Simple questions? Yes, but the answers will reveal the degree of our apathy and indifference. At least the Islamic groups should rethink their priorities and correct their course.

Other Muslim groups, even if they do not profess allegiance to Islam as a life mission, may then be approached and persuaded to remould their thinking and attitude. There are good grounds to do so. Such approach and persuasion in itself is an important part of Da'wah.

Da'wah by Example

Da'wah cannot proceed successfully irrespective of whether Muslim conduct and behaviour provides a true example of Islam or not. Nor can it replace the need for such Shahadah. The image of Muslims, as created or reinforced by our conduct as nations, as communities, cannot be separated from the image of Islam. As I have said, this Shahadah of the Ummah, as a whole, is against Islam, it creates a false image of Islam. Muslim conduct is indeed a hindrance in the way of Da'wah.

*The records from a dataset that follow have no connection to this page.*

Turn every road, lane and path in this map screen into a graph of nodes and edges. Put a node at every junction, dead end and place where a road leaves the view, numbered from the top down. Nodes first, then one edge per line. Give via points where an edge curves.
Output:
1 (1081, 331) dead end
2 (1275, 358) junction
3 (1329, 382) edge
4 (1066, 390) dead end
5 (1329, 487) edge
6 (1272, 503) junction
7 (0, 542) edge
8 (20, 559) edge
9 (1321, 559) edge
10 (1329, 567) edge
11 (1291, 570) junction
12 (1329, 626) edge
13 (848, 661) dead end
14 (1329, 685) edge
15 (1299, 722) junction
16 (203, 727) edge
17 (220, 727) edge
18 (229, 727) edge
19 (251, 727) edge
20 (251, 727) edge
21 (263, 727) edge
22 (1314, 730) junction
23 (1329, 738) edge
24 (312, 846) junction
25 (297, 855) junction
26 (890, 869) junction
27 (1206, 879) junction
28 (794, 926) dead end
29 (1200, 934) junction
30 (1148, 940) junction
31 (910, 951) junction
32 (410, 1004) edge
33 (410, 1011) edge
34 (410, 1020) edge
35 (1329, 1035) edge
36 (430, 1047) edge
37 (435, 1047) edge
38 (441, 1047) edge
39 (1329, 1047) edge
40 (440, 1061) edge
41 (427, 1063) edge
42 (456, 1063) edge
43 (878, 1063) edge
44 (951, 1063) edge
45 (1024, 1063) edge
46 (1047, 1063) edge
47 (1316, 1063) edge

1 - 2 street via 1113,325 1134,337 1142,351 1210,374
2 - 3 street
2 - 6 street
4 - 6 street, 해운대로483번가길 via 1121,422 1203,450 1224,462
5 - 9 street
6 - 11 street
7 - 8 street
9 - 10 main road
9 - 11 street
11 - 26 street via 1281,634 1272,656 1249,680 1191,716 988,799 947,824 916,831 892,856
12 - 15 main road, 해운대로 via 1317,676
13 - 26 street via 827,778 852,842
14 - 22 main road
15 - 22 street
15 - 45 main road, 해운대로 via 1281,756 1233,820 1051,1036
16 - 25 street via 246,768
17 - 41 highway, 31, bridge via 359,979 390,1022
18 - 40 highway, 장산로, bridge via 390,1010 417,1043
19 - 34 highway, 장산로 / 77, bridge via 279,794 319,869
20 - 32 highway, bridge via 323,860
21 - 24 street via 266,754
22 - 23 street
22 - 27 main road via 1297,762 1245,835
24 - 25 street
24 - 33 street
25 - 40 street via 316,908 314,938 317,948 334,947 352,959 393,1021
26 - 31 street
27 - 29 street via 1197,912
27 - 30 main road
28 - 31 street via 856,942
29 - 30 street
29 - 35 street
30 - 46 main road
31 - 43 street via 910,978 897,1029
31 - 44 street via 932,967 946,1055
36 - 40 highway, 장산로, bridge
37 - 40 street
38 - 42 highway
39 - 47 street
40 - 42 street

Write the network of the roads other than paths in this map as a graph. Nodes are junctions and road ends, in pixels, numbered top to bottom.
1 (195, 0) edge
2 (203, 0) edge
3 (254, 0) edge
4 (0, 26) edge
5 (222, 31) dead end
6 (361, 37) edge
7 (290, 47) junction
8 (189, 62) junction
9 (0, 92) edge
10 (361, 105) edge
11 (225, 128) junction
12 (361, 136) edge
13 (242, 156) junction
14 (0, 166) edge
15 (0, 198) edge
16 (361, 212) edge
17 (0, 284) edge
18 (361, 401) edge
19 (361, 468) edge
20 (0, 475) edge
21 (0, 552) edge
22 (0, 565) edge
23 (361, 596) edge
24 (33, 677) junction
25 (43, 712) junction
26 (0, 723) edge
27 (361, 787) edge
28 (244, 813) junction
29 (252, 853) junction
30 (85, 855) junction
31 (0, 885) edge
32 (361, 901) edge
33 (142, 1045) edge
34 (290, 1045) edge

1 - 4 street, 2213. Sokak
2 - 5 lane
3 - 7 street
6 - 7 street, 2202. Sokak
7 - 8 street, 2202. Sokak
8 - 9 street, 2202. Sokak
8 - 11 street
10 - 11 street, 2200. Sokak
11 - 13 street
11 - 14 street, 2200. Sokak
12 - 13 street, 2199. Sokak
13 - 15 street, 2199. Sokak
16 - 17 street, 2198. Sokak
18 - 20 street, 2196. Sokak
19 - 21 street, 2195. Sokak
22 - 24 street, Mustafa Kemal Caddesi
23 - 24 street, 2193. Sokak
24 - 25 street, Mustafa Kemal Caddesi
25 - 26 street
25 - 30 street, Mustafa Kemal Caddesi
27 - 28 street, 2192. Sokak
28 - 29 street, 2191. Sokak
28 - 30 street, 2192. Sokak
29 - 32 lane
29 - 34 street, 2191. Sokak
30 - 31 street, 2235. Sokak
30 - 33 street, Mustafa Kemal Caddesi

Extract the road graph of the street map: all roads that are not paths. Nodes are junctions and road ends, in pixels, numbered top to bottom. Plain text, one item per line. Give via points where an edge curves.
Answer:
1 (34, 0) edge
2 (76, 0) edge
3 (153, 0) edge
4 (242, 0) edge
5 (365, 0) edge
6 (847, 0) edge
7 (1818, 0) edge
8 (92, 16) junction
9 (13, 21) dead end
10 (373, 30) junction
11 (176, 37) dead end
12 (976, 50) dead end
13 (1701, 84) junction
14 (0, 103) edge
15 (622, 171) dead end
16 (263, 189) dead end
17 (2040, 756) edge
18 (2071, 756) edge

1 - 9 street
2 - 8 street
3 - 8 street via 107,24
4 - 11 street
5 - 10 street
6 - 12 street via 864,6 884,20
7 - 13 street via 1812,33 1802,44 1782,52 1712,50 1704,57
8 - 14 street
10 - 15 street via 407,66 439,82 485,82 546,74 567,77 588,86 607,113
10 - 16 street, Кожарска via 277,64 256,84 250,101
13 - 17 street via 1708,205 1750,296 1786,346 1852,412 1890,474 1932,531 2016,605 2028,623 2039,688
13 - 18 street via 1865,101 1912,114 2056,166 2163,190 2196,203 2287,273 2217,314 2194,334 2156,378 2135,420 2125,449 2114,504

At the collective level this aspect is presently, as I have said earlier, beyond our reach. But we can try to do something at two levels.

Firstly, each individual should examine the state of his own personal Shahadah: how much does his behaviour represent Islam in the neighbourhood, at his work place, in the community? We tend to forget that personal example is still the most powerful resource needed on the path of Dawah.

Secondly, by word and deed, we should be upholders and champions of justice, human welfare, and man's dignity and freedom. This I will explain in more detail a little later.